The problem
Keyword search on "text": report each line of the records that contains it.

Recorded data
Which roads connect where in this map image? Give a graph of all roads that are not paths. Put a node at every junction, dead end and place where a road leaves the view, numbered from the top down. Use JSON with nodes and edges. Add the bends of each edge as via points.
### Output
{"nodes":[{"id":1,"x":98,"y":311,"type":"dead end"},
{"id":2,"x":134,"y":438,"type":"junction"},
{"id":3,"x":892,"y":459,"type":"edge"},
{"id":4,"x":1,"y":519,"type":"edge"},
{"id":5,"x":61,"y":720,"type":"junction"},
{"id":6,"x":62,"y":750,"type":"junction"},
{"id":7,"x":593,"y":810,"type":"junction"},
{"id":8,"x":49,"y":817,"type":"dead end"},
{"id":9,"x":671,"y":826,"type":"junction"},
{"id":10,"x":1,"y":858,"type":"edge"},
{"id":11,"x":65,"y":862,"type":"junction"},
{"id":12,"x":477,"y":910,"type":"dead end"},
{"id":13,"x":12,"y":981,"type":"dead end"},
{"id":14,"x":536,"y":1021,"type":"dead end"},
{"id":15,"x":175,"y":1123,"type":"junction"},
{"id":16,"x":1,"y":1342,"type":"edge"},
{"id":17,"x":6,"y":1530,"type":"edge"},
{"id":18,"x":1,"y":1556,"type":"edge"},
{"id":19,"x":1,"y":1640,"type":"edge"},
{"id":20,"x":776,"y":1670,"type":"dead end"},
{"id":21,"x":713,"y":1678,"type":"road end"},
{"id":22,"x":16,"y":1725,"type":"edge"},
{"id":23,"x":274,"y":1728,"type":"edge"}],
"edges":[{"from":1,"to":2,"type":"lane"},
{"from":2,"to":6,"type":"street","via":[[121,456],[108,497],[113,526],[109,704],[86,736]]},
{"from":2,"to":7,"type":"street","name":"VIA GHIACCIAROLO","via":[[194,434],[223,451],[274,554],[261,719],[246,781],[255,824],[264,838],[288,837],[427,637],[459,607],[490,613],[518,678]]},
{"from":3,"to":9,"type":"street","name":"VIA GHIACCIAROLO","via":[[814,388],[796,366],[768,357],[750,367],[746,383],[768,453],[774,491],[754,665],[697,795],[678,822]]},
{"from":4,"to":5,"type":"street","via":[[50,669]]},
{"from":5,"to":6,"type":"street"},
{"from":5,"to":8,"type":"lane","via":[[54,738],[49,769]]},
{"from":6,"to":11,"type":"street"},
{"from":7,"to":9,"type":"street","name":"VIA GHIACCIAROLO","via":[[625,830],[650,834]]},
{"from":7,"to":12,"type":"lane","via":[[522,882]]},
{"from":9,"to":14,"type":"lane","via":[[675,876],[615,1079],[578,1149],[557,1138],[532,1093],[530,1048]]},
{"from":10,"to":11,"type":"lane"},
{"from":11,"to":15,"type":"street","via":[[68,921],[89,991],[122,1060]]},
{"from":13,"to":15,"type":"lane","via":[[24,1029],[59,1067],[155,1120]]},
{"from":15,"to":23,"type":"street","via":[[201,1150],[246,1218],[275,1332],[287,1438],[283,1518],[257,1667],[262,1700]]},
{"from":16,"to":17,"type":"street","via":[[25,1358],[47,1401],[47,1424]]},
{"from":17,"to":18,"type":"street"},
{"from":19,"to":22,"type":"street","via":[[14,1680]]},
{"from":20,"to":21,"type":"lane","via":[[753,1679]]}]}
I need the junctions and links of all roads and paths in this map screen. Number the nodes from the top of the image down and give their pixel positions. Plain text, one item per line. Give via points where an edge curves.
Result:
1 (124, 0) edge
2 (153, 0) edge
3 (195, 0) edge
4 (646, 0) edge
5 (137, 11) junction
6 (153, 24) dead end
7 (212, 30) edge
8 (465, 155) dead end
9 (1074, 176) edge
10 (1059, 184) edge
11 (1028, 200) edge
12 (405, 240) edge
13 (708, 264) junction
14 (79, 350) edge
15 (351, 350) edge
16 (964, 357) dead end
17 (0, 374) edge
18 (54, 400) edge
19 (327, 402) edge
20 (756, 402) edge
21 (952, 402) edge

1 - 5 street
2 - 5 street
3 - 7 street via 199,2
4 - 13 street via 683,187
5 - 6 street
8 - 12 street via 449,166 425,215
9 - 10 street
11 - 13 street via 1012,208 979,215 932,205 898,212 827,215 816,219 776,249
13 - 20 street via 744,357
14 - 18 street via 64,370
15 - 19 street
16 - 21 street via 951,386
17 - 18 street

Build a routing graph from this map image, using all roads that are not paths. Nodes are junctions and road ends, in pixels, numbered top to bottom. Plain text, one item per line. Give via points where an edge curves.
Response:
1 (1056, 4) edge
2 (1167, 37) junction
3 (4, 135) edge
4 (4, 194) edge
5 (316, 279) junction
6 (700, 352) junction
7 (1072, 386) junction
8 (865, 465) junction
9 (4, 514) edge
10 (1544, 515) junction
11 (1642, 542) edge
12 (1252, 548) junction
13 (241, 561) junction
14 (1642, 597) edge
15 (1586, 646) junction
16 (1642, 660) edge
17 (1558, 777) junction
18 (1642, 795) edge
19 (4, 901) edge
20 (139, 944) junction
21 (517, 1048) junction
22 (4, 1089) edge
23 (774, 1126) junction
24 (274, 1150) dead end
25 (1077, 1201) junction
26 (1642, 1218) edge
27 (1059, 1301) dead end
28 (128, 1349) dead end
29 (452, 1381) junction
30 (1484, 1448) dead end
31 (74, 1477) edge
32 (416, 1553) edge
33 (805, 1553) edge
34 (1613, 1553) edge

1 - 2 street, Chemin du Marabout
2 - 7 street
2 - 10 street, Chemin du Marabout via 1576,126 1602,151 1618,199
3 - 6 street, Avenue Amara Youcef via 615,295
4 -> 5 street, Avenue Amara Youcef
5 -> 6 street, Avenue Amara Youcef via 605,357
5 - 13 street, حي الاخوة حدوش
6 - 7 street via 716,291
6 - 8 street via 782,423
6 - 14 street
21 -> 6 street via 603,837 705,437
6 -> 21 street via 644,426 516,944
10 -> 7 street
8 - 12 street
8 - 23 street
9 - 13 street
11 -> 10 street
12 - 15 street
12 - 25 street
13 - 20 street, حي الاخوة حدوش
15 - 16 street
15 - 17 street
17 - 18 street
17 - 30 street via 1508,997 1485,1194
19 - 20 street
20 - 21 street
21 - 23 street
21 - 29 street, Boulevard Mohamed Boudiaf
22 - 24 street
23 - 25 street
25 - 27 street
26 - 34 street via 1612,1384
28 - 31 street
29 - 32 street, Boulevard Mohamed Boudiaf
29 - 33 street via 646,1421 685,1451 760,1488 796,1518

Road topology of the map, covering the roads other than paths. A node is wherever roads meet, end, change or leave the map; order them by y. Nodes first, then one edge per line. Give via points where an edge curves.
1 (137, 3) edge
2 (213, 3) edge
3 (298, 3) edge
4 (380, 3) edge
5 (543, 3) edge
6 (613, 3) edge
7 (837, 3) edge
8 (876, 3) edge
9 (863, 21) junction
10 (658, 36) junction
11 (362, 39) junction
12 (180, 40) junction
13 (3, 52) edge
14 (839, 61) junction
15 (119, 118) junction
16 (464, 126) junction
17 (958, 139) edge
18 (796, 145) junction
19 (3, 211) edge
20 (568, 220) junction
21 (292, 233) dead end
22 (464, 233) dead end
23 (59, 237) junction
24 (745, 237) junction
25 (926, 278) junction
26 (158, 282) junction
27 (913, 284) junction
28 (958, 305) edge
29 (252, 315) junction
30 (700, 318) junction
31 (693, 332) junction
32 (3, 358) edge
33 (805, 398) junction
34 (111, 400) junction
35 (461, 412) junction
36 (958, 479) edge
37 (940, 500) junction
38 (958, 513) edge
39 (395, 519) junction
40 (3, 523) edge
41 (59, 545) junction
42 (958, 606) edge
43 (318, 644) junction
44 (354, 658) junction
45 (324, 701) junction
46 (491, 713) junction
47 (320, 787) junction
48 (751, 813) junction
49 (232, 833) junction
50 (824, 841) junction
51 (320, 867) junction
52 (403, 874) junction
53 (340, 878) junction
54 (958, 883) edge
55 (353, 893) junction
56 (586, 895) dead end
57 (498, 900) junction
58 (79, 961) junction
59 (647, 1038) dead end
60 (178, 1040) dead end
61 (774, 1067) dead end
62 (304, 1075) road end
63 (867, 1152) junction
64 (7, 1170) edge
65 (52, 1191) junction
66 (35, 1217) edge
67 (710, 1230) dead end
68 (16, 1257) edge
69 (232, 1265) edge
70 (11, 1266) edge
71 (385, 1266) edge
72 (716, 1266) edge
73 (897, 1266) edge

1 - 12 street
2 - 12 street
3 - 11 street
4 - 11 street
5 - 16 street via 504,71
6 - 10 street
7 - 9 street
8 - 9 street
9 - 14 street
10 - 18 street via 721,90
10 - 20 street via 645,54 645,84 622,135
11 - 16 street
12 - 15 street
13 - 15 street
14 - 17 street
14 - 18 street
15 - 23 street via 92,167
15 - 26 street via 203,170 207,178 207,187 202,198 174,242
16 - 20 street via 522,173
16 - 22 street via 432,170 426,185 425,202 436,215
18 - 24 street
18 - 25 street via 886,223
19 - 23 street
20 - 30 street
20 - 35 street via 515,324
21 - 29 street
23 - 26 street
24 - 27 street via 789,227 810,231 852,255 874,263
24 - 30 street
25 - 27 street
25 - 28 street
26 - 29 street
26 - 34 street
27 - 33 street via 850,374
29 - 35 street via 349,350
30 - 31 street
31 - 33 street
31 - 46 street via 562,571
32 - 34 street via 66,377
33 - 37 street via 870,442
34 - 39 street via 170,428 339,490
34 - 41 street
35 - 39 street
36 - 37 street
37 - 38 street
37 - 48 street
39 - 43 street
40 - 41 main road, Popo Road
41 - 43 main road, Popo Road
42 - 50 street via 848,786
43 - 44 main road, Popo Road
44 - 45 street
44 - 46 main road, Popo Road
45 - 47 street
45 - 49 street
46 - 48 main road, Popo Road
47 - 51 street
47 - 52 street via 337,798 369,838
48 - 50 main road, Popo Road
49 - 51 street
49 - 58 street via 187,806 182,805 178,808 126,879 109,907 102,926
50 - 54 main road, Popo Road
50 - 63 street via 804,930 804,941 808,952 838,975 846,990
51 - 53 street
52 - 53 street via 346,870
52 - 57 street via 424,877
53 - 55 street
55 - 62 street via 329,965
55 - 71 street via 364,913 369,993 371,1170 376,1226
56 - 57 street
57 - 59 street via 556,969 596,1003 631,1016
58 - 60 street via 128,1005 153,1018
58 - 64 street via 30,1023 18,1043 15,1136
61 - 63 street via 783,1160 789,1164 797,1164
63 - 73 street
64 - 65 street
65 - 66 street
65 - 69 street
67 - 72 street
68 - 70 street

Finished exercise
I need the junctions and links of all roads and paths in this map screen. Number the nodes from the top of the image down and give their pixel positions. Plain text, one item per line. Give via points where an edge curves.
Build a routing graph from this map image, using all roads that are not paths. Nodes are junctions and road ends, in pixels, numbered top to bottom. Plain text, one item per line. Give via points where an edge curves.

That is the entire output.